**Work order:**
Without skipping anything, print all of the data exactly.

____

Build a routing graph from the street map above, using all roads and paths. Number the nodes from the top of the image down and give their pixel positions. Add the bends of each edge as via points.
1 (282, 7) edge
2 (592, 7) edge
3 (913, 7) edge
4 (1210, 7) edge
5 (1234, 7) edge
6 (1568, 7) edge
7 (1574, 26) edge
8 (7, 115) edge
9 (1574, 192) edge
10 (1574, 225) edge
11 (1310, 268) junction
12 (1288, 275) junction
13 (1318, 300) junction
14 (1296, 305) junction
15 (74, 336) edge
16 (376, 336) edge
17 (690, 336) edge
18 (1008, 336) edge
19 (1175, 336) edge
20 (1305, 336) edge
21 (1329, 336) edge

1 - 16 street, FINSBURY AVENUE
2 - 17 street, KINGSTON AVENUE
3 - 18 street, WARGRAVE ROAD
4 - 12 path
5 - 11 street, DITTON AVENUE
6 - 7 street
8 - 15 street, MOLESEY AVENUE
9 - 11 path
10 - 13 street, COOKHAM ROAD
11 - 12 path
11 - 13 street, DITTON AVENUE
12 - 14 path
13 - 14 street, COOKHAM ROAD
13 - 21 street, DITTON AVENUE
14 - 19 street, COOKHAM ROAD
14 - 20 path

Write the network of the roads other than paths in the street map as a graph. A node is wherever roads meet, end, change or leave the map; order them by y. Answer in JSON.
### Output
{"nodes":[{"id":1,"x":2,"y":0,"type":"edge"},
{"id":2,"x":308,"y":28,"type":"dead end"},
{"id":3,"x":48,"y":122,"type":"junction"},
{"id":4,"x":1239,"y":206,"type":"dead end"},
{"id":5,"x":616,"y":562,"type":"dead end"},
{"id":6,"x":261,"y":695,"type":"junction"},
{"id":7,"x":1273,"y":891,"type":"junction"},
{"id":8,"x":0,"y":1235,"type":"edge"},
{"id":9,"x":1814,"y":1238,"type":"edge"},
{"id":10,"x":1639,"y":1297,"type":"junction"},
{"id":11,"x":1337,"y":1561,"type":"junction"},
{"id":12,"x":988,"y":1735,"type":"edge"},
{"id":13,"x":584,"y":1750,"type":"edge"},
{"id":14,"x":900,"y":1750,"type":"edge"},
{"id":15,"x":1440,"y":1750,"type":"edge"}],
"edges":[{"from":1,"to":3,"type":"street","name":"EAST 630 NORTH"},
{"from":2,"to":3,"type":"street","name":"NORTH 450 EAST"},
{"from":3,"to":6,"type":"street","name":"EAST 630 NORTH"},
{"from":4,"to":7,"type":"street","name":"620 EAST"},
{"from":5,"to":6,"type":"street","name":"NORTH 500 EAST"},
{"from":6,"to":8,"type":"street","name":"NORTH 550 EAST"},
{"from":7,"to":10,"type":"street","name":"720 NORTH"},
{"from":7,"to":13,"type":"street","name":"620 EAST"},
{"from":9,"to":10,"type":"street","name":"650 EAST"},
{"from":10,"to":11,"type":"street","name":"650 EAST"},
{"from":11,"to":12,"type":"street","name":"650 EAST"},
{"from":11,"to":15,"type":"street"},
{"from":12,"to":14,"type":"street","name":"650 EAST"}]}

____

**Finished task:**
Build a routing graph from the street map above, using all roads and paths. Number the nodes from the top of the image down and give their pixel positions. Add the bends of each edge as via points.
1 (282, 7) edge
2 (592, 7) edge
3 (913, 7) edge
4 (1210, 7) edge
5 (1234, 7) edge
6 (1568, 7) edge
7 (1574, 26) edge
8 (7, 115) edge
9 (1574, 192) edge
10 (1574, 225) edge
11 (1310, 268) junction
12 (1288, 275) junction
13 (1318, 300) junction
14 (1296, 305) junction
15 (74, 336) edge
16 (376, 336) edge
17 (690, 336) edge
18 (1008, 336) edge
19 (1175, 336) edge
20 (1305, 336) edge
21 (1329, 336) edge

1 - 16 street, FINSBURY AVENUE
2 - 17 street, KINGSTON AVENUE
3 - 18 street, WARGRAVE ROAD
4 - 12 path
5 - 11 street, DITTON AVENUE
6 - 7 street
8 - 15 street, MOLESEY AVENUE
9 - 11 path
10 - 13 street, COOKHAM ROAD
11 - 12 path
11 - 13 street, DITTON AVENUE
12 - 14 path
13 - 14 street, COOKHAM ROAD
13 - 21 street, DITTON AVENUE
14 - 19 street, COOKHAM ROAD
14 - 20 path

Write the network of the roads other than paths in the street map as a graph. A node is wherever roads meet, end, change or leave the map; order them by y. Answer in JSON.
### Output
{"nodes":[{"id":1,"x":2,"y":0,"type":"edge"},
{"id":2,"x":308,"y":28,"type":"dead end"},
{"id":3,"x":48,"y":122,"type":"junction"},
{"id":4,"x":1239,"y":206,"type":"dead end"},
{"id":5,"x":616,"y":562,"type":"dead end"},
{"id":6,"x":261,"y":695,"type":"junction"},
{"id":7,"x":1273,"y":891,"type":"junction"},
{"id":8,"x":0,"y":1235,"type":"edge"},
{"id":9,"x":1814,"y":1238,"type":"edge"},
{"id":10,"x":1639,"y":1297,"type":"junction"},
{"id":11,"x":1337,"y":1561,"type":"junction"},
{"id":12,"x":988,"y":1735,"type":"edge"},
{"id":13,"x":584,"y":1750,"type":"edge"},
{"id":14,"x":900,"y":1750,"type":"edge"},
{"id":15,"x":1440,"y":1750,"type":"edge"}],
"edges":[{"from":1,"to":3,"type":"street","name":"EAST 630 NORTH"},
{"from":2,"to":3,"type":"street","name":"NORTH 450 EAST"},
{"from":3,"to":6,"type":"street","name":"EAST 630 NORTH"},
{"from":4,"to":7,"type":"street","name":"620 EAST"},
{"from":5,"to":6,"type":"street","name":"NORTH 500 EAST"},
{"from":6,"to":8,"type":"street","name":"NORTH 550 EAST"},
{"from":7,"to":10,"type":"street","name":"720 NORTH"},
{"from":7,"to":13,"type":"street","name":"620 EAST"},
{"from":9,"to":10,"type":"street","name":"650 EAST"},
{"from":10,"to":11,"type":"street","name":"650 EAST"},
{"from":11,"to":12,"type":"street","name":"650 EAST"},
{"from":11,"to":15,"type":"street"},
{"from":12,"to":14,"type":"street","name":"650 EAST"}]}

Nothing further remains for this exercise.